However, it would be a fateful mistake to assume that a return to the policies of liberalism abandoned by the civilized nations some decades ago could cure these evils and open the way toward peaceful cooperation of nations and toward prosperity. If Europeans and the peoples of European descent in other parts of the earth had not yielded to etatism, if they had not embarked upon vast schemes of government interference with business, our recent political, social, and economic disasters could have been avoided. Men would live today under more satisfactory conditions and would not apply all their skill and all their intellectual powers to mutual extermination. But these years of antagonism and conflict have left a deep impression on human mentality, which cannot easily be eradicated. They have marked the souls of men, they have disintegrated the spirit of human cooperation, and have engendered hatreds which can vanish only in centuries. Under present conditions the adoption of a policy of outright laissez faire and laissez passer on the part of the civilized nations of the West would be equivalent to an unconditional surrender to the totalitarian nations. Take, for instance, the case of migration barriers. Unrestrictedly opening the doors of the Americas, of Australia, and of Western Europe to immigrants would today be equivalent to opening the doors to the vanguards of the armies of Germany, Italy, and Japan. There is no other system which could safeguard the smooth coordination of the peaceful efforts of individuals and nations but the system today commonly scorned as Manchesterism. We may hope— although such hopes are rather feeble—that the peoples of the Western democratic world will be prepared to acknowledge this fact, and to abandon their present-day totalitarian tendencies. But there can be no doubt that to the immense majority of men militarist ideas appeal much more than those of liberalism. The most that can be expected for the immediate future is the separation of the world into two sections: a liberal, democratic, and capitalist West with about one quarter of the total world population, and a militarist and totalitarian East embracing the much greater part of the earth's surface and its population. Such a state of affairs will force upon the West policies of defense which will seriously hamper its efforts to make life more civilized and economic conditions more prosperous.
Even this melancholy image may prove too optimistic. There are no signs that the peoples of the West are prepared to abandon their policies of etatism. But then they will be prevented from giving up their mutual economic warfare, their economic nationalism, and from establishing peaceful relations among their own countries. Then we shall stand where the world stood in the period between the two world wars. The result will be a third war, more dreadful and more disastrous than its precursors.

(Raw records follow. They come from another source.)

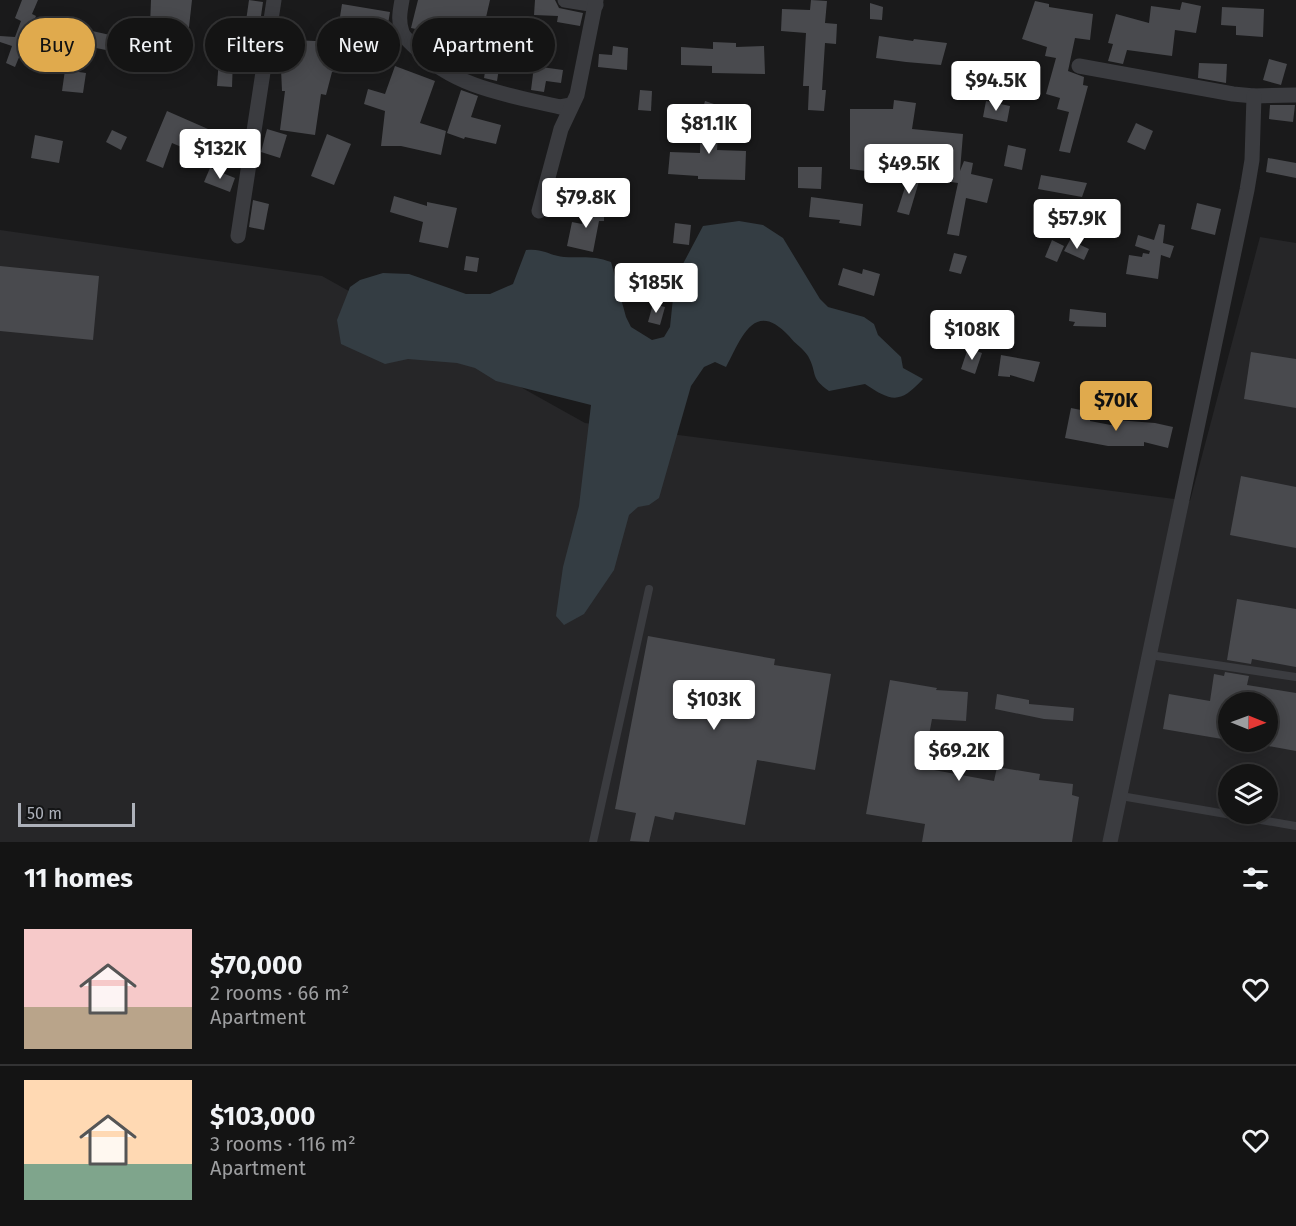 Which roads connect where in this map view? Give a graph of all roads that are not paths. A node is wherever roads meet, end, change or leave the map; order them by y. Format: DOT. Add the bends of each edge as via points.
graph roads {
  1 [pos="273,0"];
  2 [pos="402,0"];
  3 [pos="565,0"];
  4 [pos="596,3"];
  5 [pos="1079,66"];
  6 [pos="1296,95"];
  7 [pos="1254,96"];
  8 [pos="571,105"];
  9 [pos="539,211"];
  10 [pos="238,236"];
  11 [pos="649,589"];
  12 [pos="1150,655"];
  13 [pos="1296,677"];
  14 [pos="1121,796"];
  15 [pos="1296,826"];
  16 [pos="593,842"];
  17 [pos="1110,842"];
  1 -- 10 [label="street"];
  2 -- 8 [label="street" via="402,34 446,73 489,90"];
  3 -- 4 [label="street"];
  4 -- 8 [label="street" via="578,95"];
  5 -- 7 [label="street"];
  6 -- 7 [label="street"];
  7 -- 12 [label="street" via="1247,190"];
  8 -- 9 [label="street"];
  11 -- 16 [label="lane"];
  12 -- 13 [label="lane"];
  12 -- 14 [label="street"];
  14 -- 15 [label="lane"];
  14 -- 17 [label="street"];
}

It is the task of the last part of this book to discuss the conditions which could preserve at least for the Western democracies some amount of political and economic security. It is its aim to find out whether there is any imaginable scheme which could make for durable peace in this age of the omnipotence of the state.
THE main obstacle both to every attempt to study in an unbiased way the social, political, and economic problems of our day, and to all endeavors to substitute more satisfactory policies for those which have resulted in the present crisis of civilization, is to be found in the stubborn, intransigent dogmatism of our age. A new type of superstition has got hold of people's minds, the worship of the state. People demand the exercise of the methods of coercion and compulsion, of violence and threat. Woe to anybody who does not bend his knee to the fashionable idols!
The case is obvious with present-day Russia and Germany. One cannot dispose of this fact by calling the Russians and the Germans barbarians and saying that such things cannot and will not happen with the more civilized nations of the West. There are only a few friends of tolerance left in the West. The parties of the Left and of the Right are everywhere highly suspicious of freedom of thought. It is very characteristic that in these years of the desperate struggle against the Nazi aggression a distinguished British pro-Soviet author has the boldness to champion the cause of inquisition. -Inquisition,” says T. G. Crowther, -is beneficial to science when it protects a rising class.”For -the danger or value of an inquisition depends on whether it is used on behalf of a reactionary or a progressiving governing class.” But who is -progressive” and who is -reactionary”? There is a remarkable difference with regard to this issue between Harold Laski and Alfred Rosenberg.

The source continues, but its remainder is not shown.